# EXERCISE GOAL:
Reproduce the data exactly. Omit no record.

THE DATA section start

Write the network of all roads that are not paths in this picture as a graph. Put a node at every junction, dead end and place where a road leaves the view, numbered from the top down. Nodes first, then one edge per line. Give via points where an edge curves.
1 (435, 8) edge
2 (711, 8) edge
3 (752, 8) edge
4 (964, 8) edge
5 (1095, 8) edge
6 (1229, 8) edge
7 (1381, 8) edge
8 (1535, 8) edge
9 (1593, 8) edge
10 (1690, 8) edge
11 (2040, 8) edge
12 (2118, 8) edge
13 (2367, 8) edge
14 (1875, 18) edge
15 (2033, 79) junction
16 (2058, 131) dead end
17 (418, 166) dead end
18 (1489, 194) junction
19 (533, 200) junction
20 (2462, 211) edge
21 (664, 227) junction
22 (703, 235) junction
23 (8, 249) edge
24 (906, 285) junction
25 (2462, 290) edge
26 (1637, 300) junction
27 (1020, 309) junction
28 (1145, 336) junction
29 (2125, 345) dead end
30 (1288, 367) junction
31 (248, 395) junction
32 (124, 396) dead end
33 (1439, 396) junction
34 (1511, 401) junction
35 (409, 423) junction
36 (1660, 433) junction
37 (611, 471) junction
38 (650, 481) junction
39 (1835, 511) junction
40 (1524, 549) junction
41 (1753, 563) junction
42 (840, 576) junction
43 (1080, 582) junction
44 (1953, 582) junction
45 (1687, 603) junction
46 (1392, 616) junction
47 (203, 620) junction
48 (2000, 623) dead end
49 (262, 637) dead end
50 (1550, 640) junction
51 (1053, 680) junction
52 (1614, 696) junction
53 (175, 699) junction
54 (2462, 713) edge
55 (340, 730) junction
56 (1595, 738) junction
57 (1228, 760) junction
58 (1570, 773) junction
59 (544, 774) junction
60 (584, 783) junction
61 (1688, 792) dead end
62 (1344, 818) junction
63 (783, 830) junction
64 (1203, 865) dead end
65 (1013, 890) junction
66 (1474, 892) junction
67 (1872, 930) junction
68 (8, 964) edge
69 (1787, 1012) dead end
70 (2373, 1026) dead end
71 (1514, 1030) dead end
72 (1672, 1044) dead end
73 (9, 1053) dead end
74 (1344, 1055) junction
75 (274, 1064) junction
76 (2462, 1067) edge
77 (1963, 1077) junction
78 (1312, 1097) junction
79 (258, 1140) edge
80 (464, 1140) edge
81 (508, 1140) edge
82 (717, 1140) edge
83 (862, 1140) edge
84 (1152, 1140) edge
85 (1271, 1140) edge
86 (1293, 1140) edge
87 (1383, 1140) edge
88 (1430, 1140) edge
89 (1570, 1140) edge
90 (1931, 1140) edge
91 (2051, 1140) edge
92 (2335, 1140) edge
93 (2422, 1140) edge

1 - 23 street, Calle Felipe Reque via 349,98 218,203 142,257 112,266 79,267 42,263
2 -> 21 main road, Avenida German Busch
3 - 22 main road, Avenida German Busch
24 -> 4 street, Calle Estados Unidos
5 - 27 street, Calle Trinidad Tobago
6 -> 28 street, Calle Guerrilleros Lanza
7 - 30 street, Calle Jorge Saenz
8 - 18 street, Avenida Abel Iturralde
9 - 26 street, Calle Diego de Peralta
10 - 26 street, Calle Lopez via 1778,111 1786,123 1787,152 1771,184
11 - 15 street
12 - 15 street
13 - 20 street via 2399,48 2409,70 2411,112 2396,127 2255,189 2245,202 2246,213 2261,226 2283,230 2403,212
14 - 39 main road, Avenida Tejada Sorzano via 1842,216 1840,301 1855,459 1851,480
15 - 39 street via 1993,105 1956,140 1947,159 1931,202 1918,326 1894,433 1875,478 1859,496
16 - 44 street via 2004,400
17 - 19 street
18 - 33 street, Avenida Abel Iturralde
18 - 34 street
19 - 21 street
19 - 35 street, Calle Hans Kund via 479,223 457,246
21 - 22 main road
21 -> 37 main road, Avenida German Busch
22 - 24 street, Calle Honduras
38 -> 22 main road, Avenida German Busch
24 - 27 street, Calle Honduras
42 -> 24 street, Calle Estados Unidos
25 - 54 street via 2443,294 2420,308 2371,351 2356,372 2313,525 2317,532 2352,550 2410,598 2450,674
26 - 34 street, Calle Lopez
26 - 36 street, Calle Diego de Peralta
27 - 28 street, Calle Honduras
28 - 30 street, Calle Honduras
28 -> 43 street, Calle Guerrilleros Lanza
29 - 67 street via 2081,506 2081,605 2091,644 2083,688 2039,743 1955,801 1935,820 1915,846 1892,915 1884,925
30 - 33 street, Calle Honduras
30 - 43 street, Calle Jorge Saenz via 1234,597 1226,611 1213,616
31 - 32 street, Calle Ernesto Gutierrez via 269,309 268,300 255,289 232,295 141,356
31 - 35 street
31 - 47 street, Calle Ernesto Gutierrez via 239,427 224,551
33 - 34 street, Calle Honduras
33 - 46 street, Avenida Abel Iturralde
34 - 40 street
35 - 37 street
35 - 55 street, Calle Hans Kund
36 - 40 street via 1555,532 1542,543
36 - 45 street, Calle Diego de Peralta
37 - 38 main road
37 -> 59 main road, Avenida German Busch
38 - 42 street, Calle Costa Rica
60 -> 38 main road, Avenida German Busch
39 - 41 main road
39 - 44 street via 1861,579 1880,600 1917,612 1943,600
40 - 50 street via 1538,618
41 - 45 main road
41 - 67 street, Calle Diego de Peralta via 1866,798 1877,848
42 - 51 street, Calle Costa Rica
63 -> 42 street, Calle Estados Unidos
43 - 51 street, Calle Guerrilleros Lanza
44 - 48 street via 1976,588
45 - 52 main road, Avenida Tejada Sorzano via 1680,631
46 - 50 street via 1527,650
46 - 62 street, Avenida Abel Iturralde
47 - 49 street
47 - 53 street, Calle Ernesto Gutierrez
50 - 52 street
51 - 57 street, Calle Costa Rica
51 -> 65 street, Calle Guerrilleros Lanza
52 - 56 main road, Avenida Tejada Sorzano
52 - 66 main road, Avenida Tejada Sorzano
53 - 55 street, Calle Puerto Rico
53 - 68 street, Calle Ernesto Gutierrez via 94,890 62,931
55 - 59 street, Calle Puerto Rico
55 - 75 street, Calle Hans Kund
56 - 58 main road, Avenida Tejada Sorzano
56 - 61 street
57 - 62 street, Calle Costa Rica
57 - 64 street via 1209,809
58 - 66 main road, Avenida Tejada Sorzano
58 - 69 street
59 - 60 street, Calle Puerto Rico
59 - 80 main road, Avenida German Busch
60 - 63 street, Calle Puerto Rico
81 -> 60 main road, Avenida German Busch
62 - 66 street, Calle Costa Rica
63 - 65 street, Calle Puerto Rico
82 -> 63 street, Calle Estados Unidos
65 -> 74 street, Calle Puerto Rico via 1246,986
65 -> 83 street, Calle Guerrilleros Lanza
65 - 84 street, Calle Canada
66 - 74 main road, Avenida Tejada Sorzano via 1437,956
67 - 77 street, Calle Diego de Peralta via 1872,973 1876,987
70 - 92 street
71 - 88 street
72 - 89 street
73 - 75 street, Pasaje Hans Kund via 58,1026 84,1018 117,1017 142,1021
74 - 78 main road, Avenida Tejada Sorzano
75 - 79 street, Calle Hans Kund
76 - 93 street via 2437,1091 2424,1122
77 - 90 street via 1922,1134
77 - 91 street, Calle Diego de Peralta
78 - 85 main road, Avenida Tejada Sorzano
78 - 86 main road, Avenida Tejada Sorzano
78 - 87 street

THE DATA section end

# EXPECTED ANSWER:
Write the network of all roads that are not paths in this picture as a graph. Put a node at every junction, dead end and place where a road leaves the view, numbered from the top down. Nodes first, then one edge per line. Give via points where an edge curves.
1 (435, 8) edge
2 (711, 8) edge
3 (752, 8) edge
4 (964, 8) edge
5 (1095, 8) edge
6 (1229, 8) edge
7 (1381, 8) edge
8 (1535, 8) edge
9 (1593, 8) edge
10 (1690, 8) edge
11 (2040, 8) edge
12 (2118, 8) edge
13 (2367, 8) edge
14 (1875, 18) edge
15 (2033, 79) junction
16 (2058, 131) dead end
17 (418, 166) dead end
18 (1489, 194) junction
19 (533, 200) junction
20 (2462, 211) edge
21 (664, 227) junction
22 (703, 235) junction
23 (8, 249) edge
24 (906, 285) junction
25 (2462, 290) edge
26 (1637, 300) junction
27 (1020, 309) junction
28 (1145, 336) junction
29 (2125, 345) dead end
30 (1288, 367) junction
31 (248, 395) junction
32 (124, 396) dead end
33 (1439, 396) junction
34 (1511, 401) junction
35 (409, 423) junction
36 (1660, 433) junction
37 (611, 471) junction
38 (650, 481) junction
39 (1835, 511) junction
40 (1524, 549) junction
41 (1753, 563) junction
42 (840, 576) junction
43 (1080, 582) junction
44 (1953, 582) junction
45 (1687, 603) junction
46 (1392, 616) junction
47 (203, 620) junction
48 (2000, 623) dead end
49 (262, 637) dead end
50 (1550, 640) junction
51 (1053, 680) junction
52 (1614, 696) junction
53 (175, 699) junction
54 (2462, 713) edge
55 (340, 730) junction
56 (1595, 738) junction
57 (1228, 760) junction
58 (1570, 773) junction
59 (544, 774) junction
60 (584, 783) junction
61 (1688, 792) dead end
62 (1344, 818) junction
63 (783, 830) junction
64 (1203, 865) dead end
65 (1013, 890) junction
66 (1474, 892) junction
67 (1872, 930) junction
68 (8, 964) edge
69 (1787, 1012) dead end
70 (2373, 1026) dead end
71 (1514, 1030) dead end
72 (1672, 1044) dead end
73 (9, 1053) dead end
74 (1344, 1055) junction
75 (274, 1064) junction
76 (2462, 1067) edge
77 (1963, 1077) junction
78 (1312, 1097) junction
79 (258, 1140) edge
80 (464, 1140) edge
81 (508, 1140) edge
82 (717, 1140) edge
83 (862, 1140) edge
84 (1152, 1140) edge
85 (1271, 1140) edge
86 (1293, 1140) edge
87 (1383, 1140) edge
88 (1430, 1140) edge
89 (1570, 1140) edge
90 (1931, 1140) edge
91 (2051, 1140) edge
92 (2335, 1140) edge
93 (2422, 1140) edge

1 - 23 street, Calle Felipe Reque via 349,98 218,203 142,257 112,266 79,267 42,263
2 -> 21 main road, Avenida German Busch
3 - 22 main road, Avenida German Busch
24 -> 4 street, Calle Estados Unidos
5 - 27 street, Calle Trinidad Tobago
6 -> 28 street, Calle Guerrilleros Lanza
7 - 30 street, Calle Jorge Saenz
8 - 18 street, Avenida Abel Iturralde
9 - 26 street, Calle Diego de Peralta
10 - 26 street, Calle Lopez via 1778,111 1786,123 1787,152 1771,184
11 - 15 street
12 - 15 street
13 - 20 street via 2399,48 2409,70 2411,112 2396,127 2255,189 2245,202 2246,213 2261,226 2283,230 2403,212
14 - 39 main road, Avenida Tejada Sorzano via 1842,216 1840,301 1855,459 1851,480
15 - 39 street via 1993,105 1956,140 1947,159 1931,202 1918,326 1894,433 1875,478 1859,496
16 - 44 street via 2004,400
17 - 19 street
18 - 33 street, Avenida Abel Iturralde
18 - 34 street
19 - 21 street
19 - 35 street, Calle Hans Kund via 479,223 457,246
21 - 22 main road
21 -> 37 main road, Avenida German Busch
22 - 24 street, Calle Honduras
38 -> 22 main road, Avenida German Busch
24 - 27 street, Calle Honduras
42 -> 24 street, Calle Estados Unidos
25 - 54 street via 2443,294 2420,308 2371,351 2356,372 2313,525 2317,532 2352,550 2410,598 2450,674
26 - 34 street, Calle Lopez
26 - 36 street, Calle Diego de Peralta
27 - 28 street, Calle Honduras
28 - 30 street, Calle Honduras
28 -> 43 street, Calle Guerrilleros Lanza
29 - 67 street via 2081,506 2081,605 2091,644 2083,688 2039,743 1955,801 1935,820 1915,846 1892,915 1884,925
30 - 33 street, Calle Honduras
30 - 43 street, Calle Jorge Saenz via 1234,597 1226,611 1213,616
31 - 32 street, Calle Ernesto Gutierrez via 269,309 268,300 255,289 232,295 141,356
31 - 35 street
31 - 47 street, Calle Ernesto Gutierrez via 239,427 224,551
33 - 34 street, Calle Honduras
33 - 46 street, Avenida Abel Iturralde
34 - 40 street
35 - 37 street
35 - 55 street, Calle Hans Kund
36 - 40 street via 1555,532 1542,543
36 - 45 street, Calle Diego de Peralta
37 - 38 main road
37 -> 59 main road, Avenida German Busch
38 - 42 street, Calle Costa Rica
60 -> 38 main road, Avenida German Busch
39 - 41 main road
39 - 44 street via 1861,579 1880,600 1917,612 1943,600
40 - 50 street via 1538,618
41 - 45 main road
41 - 67 street, Calle Diego de Peralta via 1866,798 1877,848
42 - 51 street, Calle Costa Rica
63 -> 42 street, Calle Estados Unidos
43 - 51 street, Calle Guerrilleros Lanza
44 - 48 street via 1976,588
45 - 52 main road, Avenida Tejada Sorzano via 1680,631
46 - 50 street via 1527,650
46 - 62 street, Avenida Abel Iturralde
47 - 49 street
47 - 53 street, Calle Ernesto Gutierrez
50 - 52 street
51 - 57 street, Calle Costa Rica
51 -> 65 street, Calle Guerrilleros Lanza
52 - 56 main road, Avenida Tejada Sorzano
52 - 66 main road, Avenida Tejada Sorzano
53 - 55 street, Calle Puerto Rico
53 - 68 street, Calle Ernesto Gutierrez via 94,890 62,931
55 - 59 street, Calle Puerto Rico
55 - 75 street, Calle Hans Kund
56 - 58 main road, Avenida Tejada Sorzano
56 - 61 street
57 - 62 street, Calle Costa Rica
57 - 64 street via 1209,809
58 - 66 main road, Avenida Tejada Sorzano
58 - 69 street
59 - 60 street, Calle Puerto Rico
59 - 80 main road, Avenida German Busch
60 - 63 street, Calle Puerto Rico
81 -> 60 main road, Avenida German Busch
62 - 66 street, Calle Costa Rica
63 - 65 street, Calle Puerto Rico
82 -> 63 street, Calle Estados Unidos
65 -> 74 street, Calle Puerto Rico via 1246,986
65 -> 83 street, Calle Guerrilleros Lanza
65 - 84 street, Calle Canada
66 - 74 main road, Avenida Tejada Sorzano via 1437,956
67 - 77 street, Calle Diego de Peralta via 1872,973 1876,987
70 - 92 street
71 - 88 street
72 - 89 street
73 - 75 street, Pasaje Hans Kund via 58,1026 84,1018 117,1017 142,1021
74 - 78 main road, Avenida Tejada Sorzano
75 - 79 street, Calle Hans Kund
76 - 93 street via 2437,1091 2424,1122
77 - 90 street via 1922,1134
77 - 91 street, Calle Diego de Peralta
78 - 85 main road, Avenida Tejada Sorzano
78 - 86 main road, Avenida Tejada Sorzano
78 - 87 street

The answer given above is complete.